> **RECORDS PROVIDED**:
##########

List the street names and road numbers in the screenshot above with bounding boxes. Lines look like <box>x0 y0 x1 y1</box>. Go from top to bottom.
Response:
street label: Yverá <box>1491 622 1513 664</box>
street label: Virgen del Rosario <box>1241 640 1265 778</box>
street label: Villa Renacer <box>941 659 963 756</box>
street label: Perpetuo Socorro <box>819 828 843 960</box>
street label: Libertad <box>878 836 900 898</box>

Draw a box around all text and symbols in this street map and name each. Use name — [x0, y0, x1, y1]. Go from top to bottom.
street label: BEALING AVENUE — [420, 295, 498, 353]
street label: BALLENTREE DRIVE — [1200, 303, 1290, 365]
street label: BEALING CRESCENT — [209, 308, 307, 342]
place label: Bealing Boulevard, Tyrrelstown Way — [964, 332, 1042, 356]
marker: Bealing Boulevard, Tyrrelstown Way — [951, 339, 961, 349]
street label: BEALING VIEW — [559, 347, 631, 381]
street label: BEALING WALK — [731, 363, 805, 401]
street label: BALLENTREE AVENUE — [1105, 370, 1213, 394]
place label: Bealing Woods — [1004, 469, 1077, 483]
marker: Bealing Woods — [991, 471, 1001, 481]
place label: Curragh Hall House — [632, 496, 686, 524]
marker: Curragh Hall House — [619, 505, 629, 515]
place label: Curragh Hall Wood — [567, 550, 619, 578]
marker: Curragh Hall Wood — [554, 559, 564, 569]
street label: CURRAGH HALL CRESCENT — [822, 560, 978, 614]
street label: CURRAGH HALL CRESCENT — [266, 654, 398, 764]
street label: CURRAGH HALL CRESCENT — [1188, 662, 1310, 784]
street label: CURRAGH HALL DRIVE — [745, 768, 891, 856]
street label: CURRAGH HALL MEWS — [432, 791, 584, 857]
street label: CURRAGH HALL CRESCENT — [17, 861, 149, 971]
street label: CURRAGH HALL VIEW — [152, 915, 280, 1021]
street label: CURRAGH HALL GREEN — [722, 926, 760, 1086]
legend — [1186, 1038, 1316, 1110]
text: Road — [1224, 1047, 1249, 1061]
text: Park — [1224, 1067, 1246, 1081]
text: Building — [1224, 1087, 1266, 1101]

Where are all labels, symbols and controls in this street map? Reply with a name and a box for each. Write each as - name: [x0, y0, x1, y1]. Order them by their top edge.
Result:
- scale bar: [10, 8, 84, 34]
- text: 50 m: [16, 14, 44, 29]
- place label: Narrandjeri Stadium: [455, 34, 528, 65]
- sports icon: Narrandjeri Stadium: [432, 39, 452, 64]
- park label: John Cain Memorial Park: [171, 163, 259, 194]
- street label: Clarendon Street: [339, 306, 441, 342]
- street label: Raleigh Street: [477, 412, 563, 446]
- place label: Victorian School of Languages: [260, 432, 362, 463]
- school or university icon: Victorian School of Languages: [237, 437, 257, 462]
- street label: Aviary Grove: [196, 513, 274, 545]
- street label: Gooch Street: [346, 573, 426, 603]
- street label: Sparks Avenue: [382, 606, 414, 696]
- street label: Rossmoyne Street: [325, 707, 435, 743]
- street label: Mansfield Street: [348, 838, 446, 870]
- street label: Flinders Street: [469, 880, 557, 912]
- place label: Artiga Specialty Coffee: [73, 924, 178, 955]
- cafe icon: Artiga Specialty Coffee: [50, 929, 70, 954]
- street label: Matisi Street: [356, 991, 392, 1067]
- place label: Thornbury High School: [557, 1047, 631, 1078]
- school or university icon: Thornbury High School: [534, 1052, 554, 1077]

##########

> **YOUR TASK**: Please copy every line of the material that contains the word "with".

> **ANSWER AREA**:
List the street names and road numbers in the screenshot above with bounding boxes. Lines look like <box>x0 y0 x1 y1</box>. Go from top to bottom.
Where are all labels, symbols and controls in this street map? Reply with a name and a box for each. Write each as - name: [x0, y0, x1, y1]. Order them by their top edge.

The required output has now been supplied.